As medicinal cannabis continues to make its way into practice in states in which it has been legalized for medical use, oncology nurses, nurse practitioners, physicians, and all members of the cancer care team must be aware of the ways in which cannabis can be administered to patients. Although medicinal cannabis is still being studied, patients have several ways to use it to combat side effects like pain, nausea, and vomiting associated with cancer and its treatments. Knowing the routes of administration and the potential for drug interactions can help all oncology professionals approach medicinal cannabis in the safest possible ways for their patients.
Smoking and vaporizing are two of the most commonly recognized routes of cannabis administration—medicinal or otherwise. According to Franson, the bioavailability of smoking cannabis is somewhere between 10% and 25%. Approximately 50% of tetrahydrocannabinol (THC) is delivered in the smoke, of which 50% is then exhaled, and 60% of the inhaled THC may be metabolized in the lungs. Inhalation effects are seen within minutes of administration, and peak concentrations are high. Vaporization offers a similar route of administration as smoking, although it heats the cannabis to temperatures just below combustion and produces fewer noxious emissions. Ultimately the actual dosage and amount of THC delivered through smoking and vaporizing are difficult to understand. Dosage is titrated by patients, and clear dosing information isn’t available. Moreover, the potential long-term effects of vaporization are still being studied.
Orally ingesting cannabis through edible products has also been used to treat patients. According to Franson, the bioavailability of oral THC is somewhere between 5% and 20%, and it’s often considered to offer only 30% of the efficacy of smoking because of gastric degradation and first-pass effects. Ultimately, peak concentrations are low and reached within one to three hours after consumption. Research pertaining to the oral ingestion of cannabis is lacking, leading to some uncertainty regarding its absorption rates and bioavailability.

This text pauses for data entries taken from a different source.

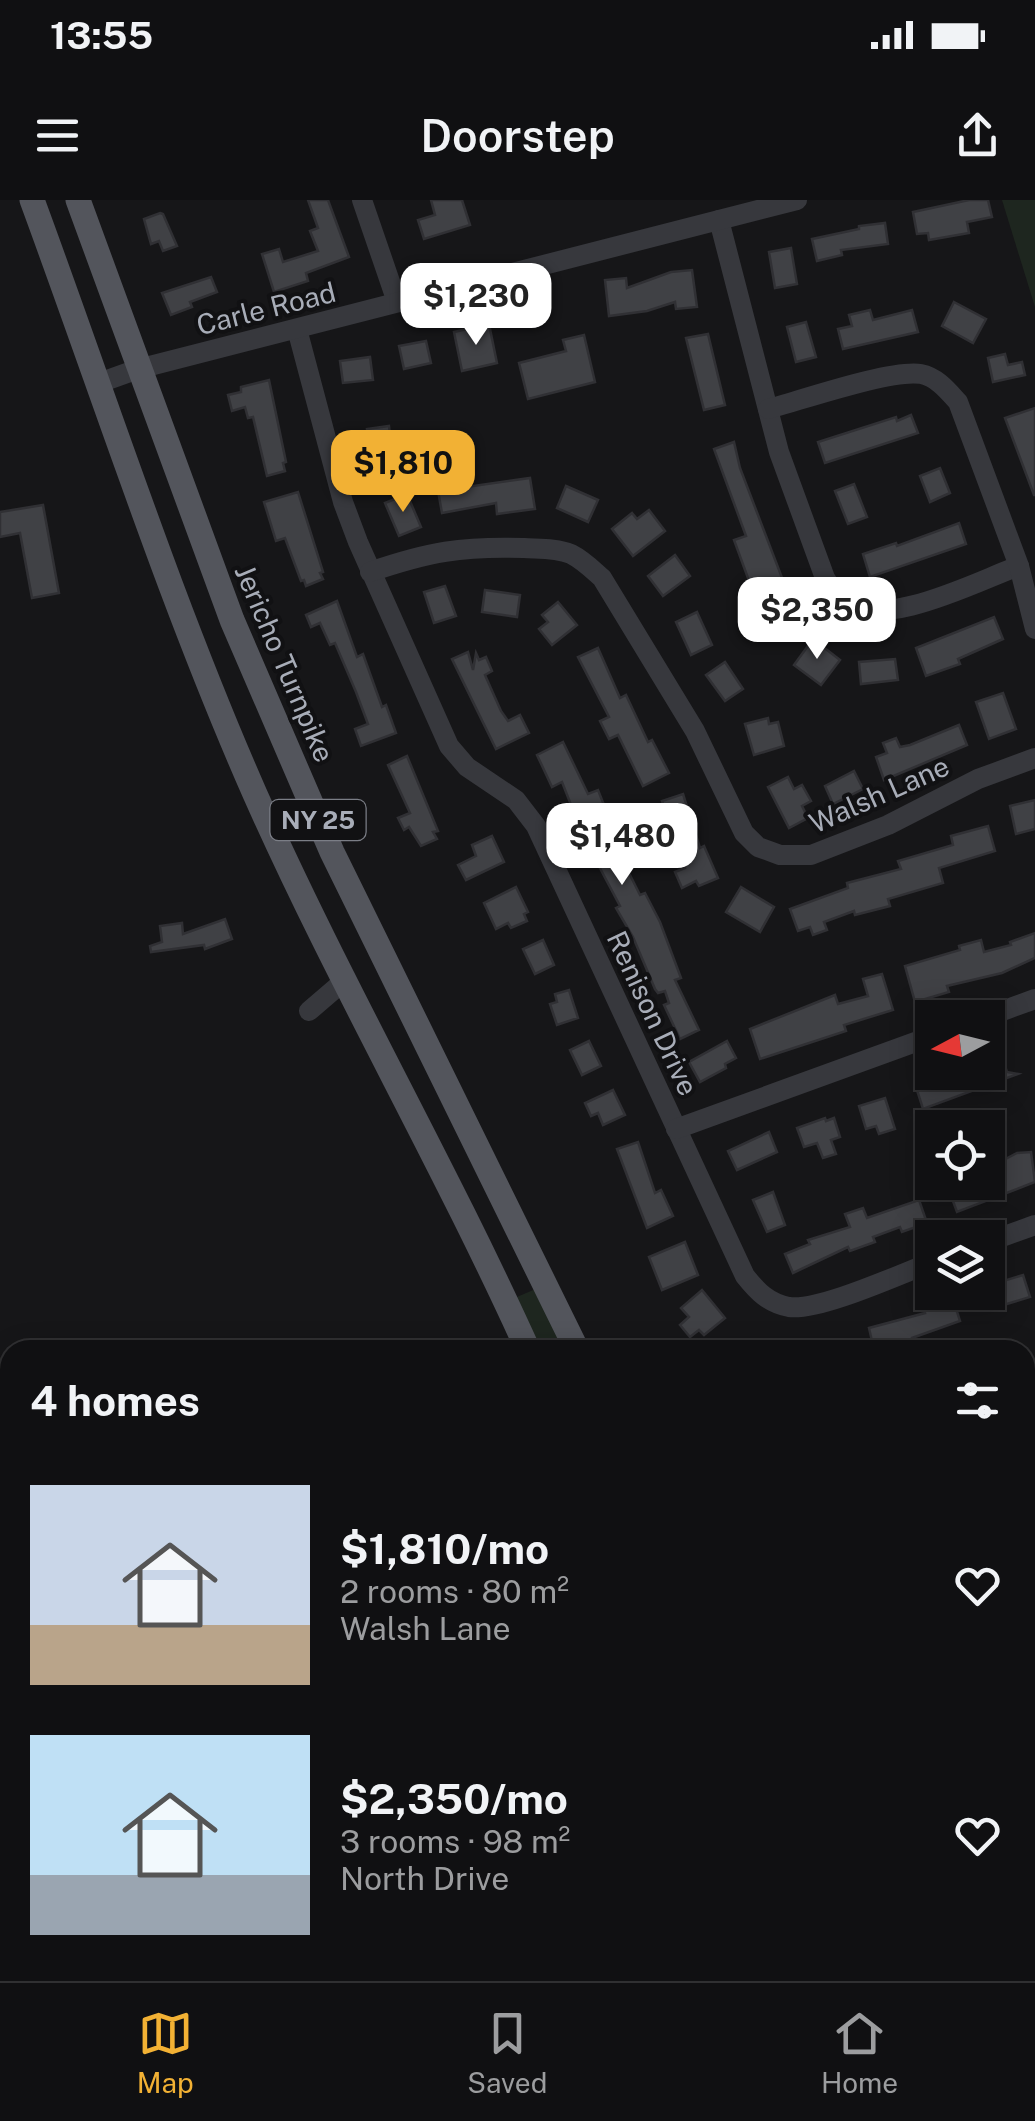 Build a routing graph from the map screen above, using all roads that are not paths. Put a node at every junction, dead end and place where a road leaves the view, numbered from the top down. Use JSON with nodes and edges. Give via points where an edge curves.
{"nodes":[{"id":1,"x":32,"y":200,"type":"edge"},
{"id":2,"x":78,"y":200,"type":"edge"},
{"id":3,"x":362,"y":200,"type":"edge"},
{"id":4,"x":796,"y":200,"type":"edge"},
{"id":5,"x":719,"y":220,"type":"junction"},
{"id":6,"x":397,"y":302,"type":"junction"},
{"id":7,"x":297,"y":329,"type":"junction"},
{"id":8,"x":138,"y":369,"type":"junction"},
{"id":9,"x":100,"y":382,"type":"junction"},
{"id":10,"x":768,"y":409,"type":"junction"},
{"id":11,"x":1019,"y":566,"type":"junction"},
{"id":12,"x":370,"y":572,"type":"junction"},
{"id":13,"x":1035,"y":629,"type":"edge"},
{"id":14,"x":1035,"y":758,"type":"edge"},
{"id":15,"x":344,"y":981,"type":"junction"},
{"id":16,"x":1035,"y":999,"type":"edge"},
{"id":17,"x":1005,"y":1010,"type":"edge"},
{"id":18,"x":310,"y":1011,"type":"dead end"},
{"id":19,"x":915,"y":1042,"type":"edge"},
{"id":20,"x":676,"y":1129,"type":"junction"},
{"id":21,"x":1035,"y":1225,"type":"edge"},
{"id":22,"x":1005,"y":1236,"type":"edge"},
{"id":23,"x":531,"y":1256,"type":"junction"},
{"id":24,"x":915,"y":1268,"type":"edge"},
{"id":25,"x":492,"y":1273,"type":"junction"},
{"id":26,"x":523,"y":1340,"type":"edge"},
{"id":27,"x":571,"y":1340,"type":"edge"}],
"edges":[{"from":1,"to":9,"type":"main road","number":"NY 25"},
{"from":2,"to":8,"type":"main road","name":"Jericho Turnpike","number":"NY 25"},
{"from":3,"to":6,"type":"street"},
{"from":4,"to":5,"type":"street","name":"Carle Road"},
{"from":5,"to":6,"type":"street","name":"Carle Road"},
{"from":5,"to":10,"type":"street"},
{"from":6,"to":7,"type":"street","name":"Carle Road"},
{"from":7,"to":8,"type":"street","name":"Carle Road"},
{"from":7,"to":12,"type":"street","name":"Renison Drive","via":[[343,502]]},
{"from":8,"to":9,"type":"street","name":"Carle Road"},
{"from":8,"to":23,"type":"main road","name":"Jericho Turnpike","number":"NY 25","via":[[232,620],[332,852]]},
{"from":9,"to":15,"type":"main road","number":"NY 25","via":[[205,673]]},
{"from":10,"to":11,"type":"street","via":[[893,376],[923,374],[943,385],[958,402]]},
{"from":10,"to":11,"type":"street","via":[[825,578],[846,603],[875,612],[898,610]]},
{"from":11,"to":13,"type":"street"},
{"from":12,"to":14,"type":"street","name":"Walsh Lane","via":[[472,546],[554,550],[588,565],[695,731],[744,833],[780,855],[811,855],[842,844]]},
{"from":12,"to":20,"type":"street","name":"Renison Drive","via":[[449,746],[467,768],[516,800],[536,826]]},
{"from":15,"to":18,"type":"street"},
{"from":15,"to":25,"type":"main road","number":"NY 25"},
{"from":16,"to":17,"type":"street"},
{"from":19,"to":20,"type":"street"},
{"from":20,"to":24,"type":"street","name":"Renison Drive","via":[[744,1276],[760,1295],[799,1307]]},
{"from":21,"to":22,"type":"street"},
{"from":23,"to":25,"type":"main road"},
{"from":23,"to":27,"type":"main road","name":"Jericho Turnpike","number":"NY 25"},
{"from":25,"to":26,"type":"main road","number":"NY 25"}]}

Another route of administration is sublingual tinctures. Although less common and less researched, tinctures are finding their way into patient use. They are typically extracted using ethanol, although glycerin and vinegars have been used as well. Dropping the extract under the tongue allows the medication to be absorbed through deep lingual arteries. This method may offer faster results than oral ingestion. Tinctures are a promising option to combat oral ingestion’s loss of efficiency and for patients who aren’t able to tolerate inhalation.
Although 96.6% of patients report adverse effects, they are not considered serious. Common side effects include drowsiness, inability to concentrate, fatigue, headache, and lightheadedness, among others. Further research is still needed to understand potential late and long-term effects.
Oncology nurses and healthcare professionals must closely monitor patients who have introduced medicinal cannabis into their treatment. As more research becomes available, practitioners must continue to educate themselves on the endocannabinoid system, medicinal cannabis, and the interactions between those systems and drug combinations in patients with cancer.